Given entries ::
-.-.-
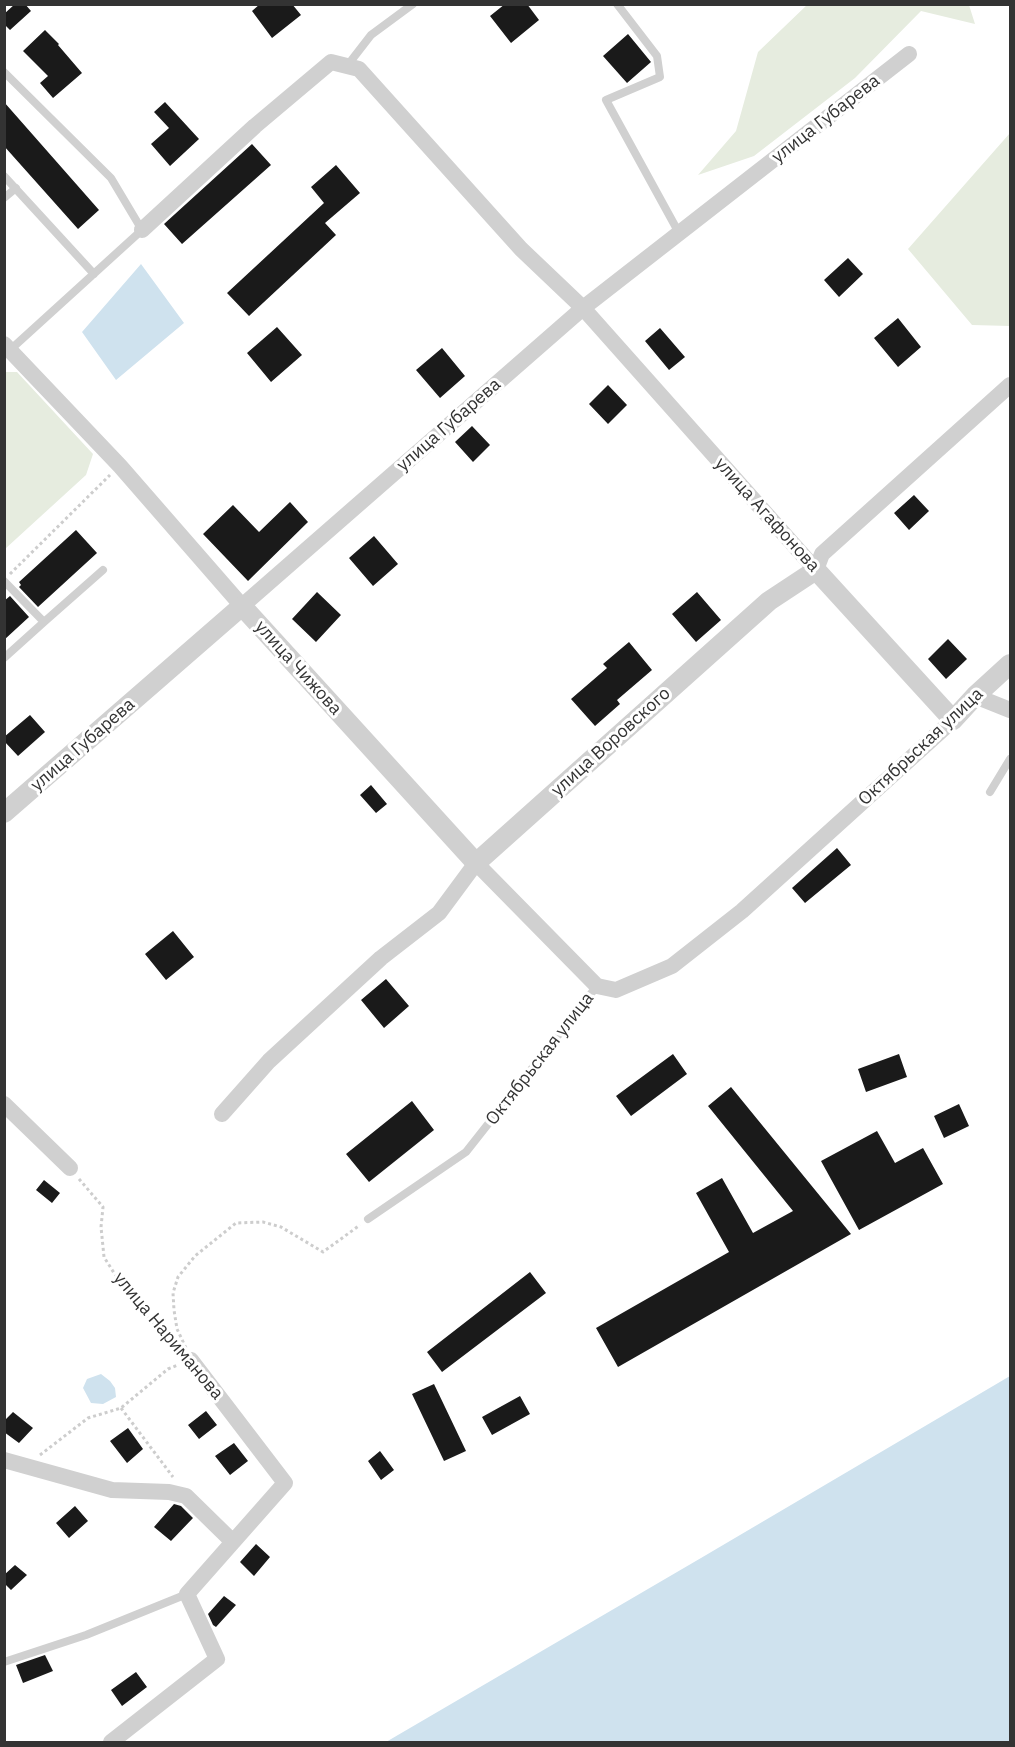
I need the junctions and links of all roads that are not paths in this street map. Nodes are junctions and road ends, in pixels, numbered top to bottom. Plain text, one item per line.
1 (413, 4) edge
2 (617, 4) edge
3 (909, 54) dead end
4 (347, 66) junction
5 (4, 72) edge
6 (4, 176) edge
7 (16, 188) junction
8 (4, 198) edge
9 (142, 230) junction
10 (679, 233) junction
11 (94, 274) junction
12 (583, 308) junction
13 (6, 350) edge
14 (1011, 385) edge
15 (103, 570) dead end
16 (816, 570) junction
17 (4, 580) edge
18 (242, 606) junction
19 (44, 622) junction
20 (4, 658) edge
21 (1011, 664) edge
22 (975, 696) junction
23 (1011, 710) edge
24 (953, 720) junction
25 (1011, 759) edge
26 (990, 792) dead end
27 (4, 813) edge
28 (476, 863) junction
29 (597, 986) junction
30 (4, 1104) edge
31 (222, 1114) dead end
32 (70, 1168) road end
33 (368, 1219) road end
34 (191, 1360) road end
35 (4, 1460) edge
36 (233, 1542) junction
37 (187, 1594) junction
38 (4, 1662) edge
39 (111, 1743) edge

1 - 4 lane
2 - 10 lane
3 - 10 street, улица Губарева
4 - 9 street
4 - 12 street, улица Агафонова
5 - 9 lane
6 - 7 lane
7 - 8 lane
7 - 11 lane
9 - 11 lane
10 - 12 street, улица Губарева
11 - 13 lane
12 - 16 street, улица Агафонова
12 - 18 street, улица Губарева
13 - 18 street, улица Чижова
14 - 16 street, улица Воровского
15 - 19 lane
16 - 24 street, улица Агафонова
16 - 28 street, улица Воровского
17 - 19 lane
18 - 27 street, улица Губарева
18 - 28 street, улица Чижова
19 - 20 lane
21 - 22 street, Октябрьская улица
22 - 23 street
22 - 24 street, Октябрьская улица
24 - 29 street, Октябрьская улица
25 - 26 lane
28 - 29 street, улица Чижова
28 - 31 street, улица Воровского
29 - 33 lane, Октябрьская улица
30 - 32 street
34 - 36 street, улица Нариманова
35 - 36 street
36 - 37 street
37 - 38 lane
37 - 39 street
-.-.-
The answer must be an exact copy of the records, with no images in it.

Problem solution ::
I need the junctions and links of all roads that are not paths in this street map. Nodes are junctions and road ends, in pixels, numbered top to bottom. Plain text, one item per line.
1 (413, 4) edge
2 (617, 4) edge
3 (909, 54) dead end
4 (347, 66) junction
5 (4, 72) edge
6 (4, 176) edge
7 (16, 188) junction
8 (4, 198) edge
9 (142, 230) junction
10 (679, 233) junction
11 (94, 274) junction
12 (583, 308) junction
13 (6, 350) edge
14 (1011, 385) edge
15 (103, 570) dead end
16 (816, 570) junction
17 (4, 580) edge
18 (242, 606) junction
19 (44, 622) junction
20 (4, 658) edge
21 (1011, 664) edge
22 (975, 696) junction
23 (1011, 710) edge
24 (953, 720) junction
25 (1011, 759) edge
26 (990, 792) dead end
27 (4, 813) edge
28 (476, 863) junction
29 (597, 986) junction
30 (4, 1104) edge
31 (222, 1114) dead end
32 (70, 1168) road end
33 (368, 1219) road end
34 (191, 1360) road end
35 (4, 1460) edge
36 (233, 1542) junction
37 (187, 1594) junction
38 (4, 1662) edge
39 (111, 1743) edge

1 - 4 lane
2 - 10 lane
3 - 10 street, улица Губарева
4 - 9 street
4 - 12 street, улица Агафонова
5 - 9 lane
6 - 7 lane
7 - 8 lane
7 - 11 lane
9 - 11 lane
10 - 12 street, улица Губарева
11 - 13 lane
12 - 16 street, улица Агафонова
12 - 18 street, улица Губарева
13 - 18 street, улица Чижова
14 - 16 street, улица Воровского
15 - 19 lane
16 - 24 street, улица Агафонова
16 - 28 street, улица Воровского
17 - 19 lane
18 - 27 street, улица Губарева
18 - 28 street, улица Чижова
19 - 20 lane
21 - 22 street, Октябрьская улица
22 - 23 street
22 - 24 street, Октябрьская улица
24 - 29 street, Октябрьская улица
25 - 26 lane
28 - 29 street, улица Чижова
28 - 31 street, улица Воровского
29 - 33 lane, Октябрьская улица
30 - 32 street
34 - 36 street, улица Нариманова
35 - 36 street
36 - 37 street
37 - 38 lane
37 - 39 street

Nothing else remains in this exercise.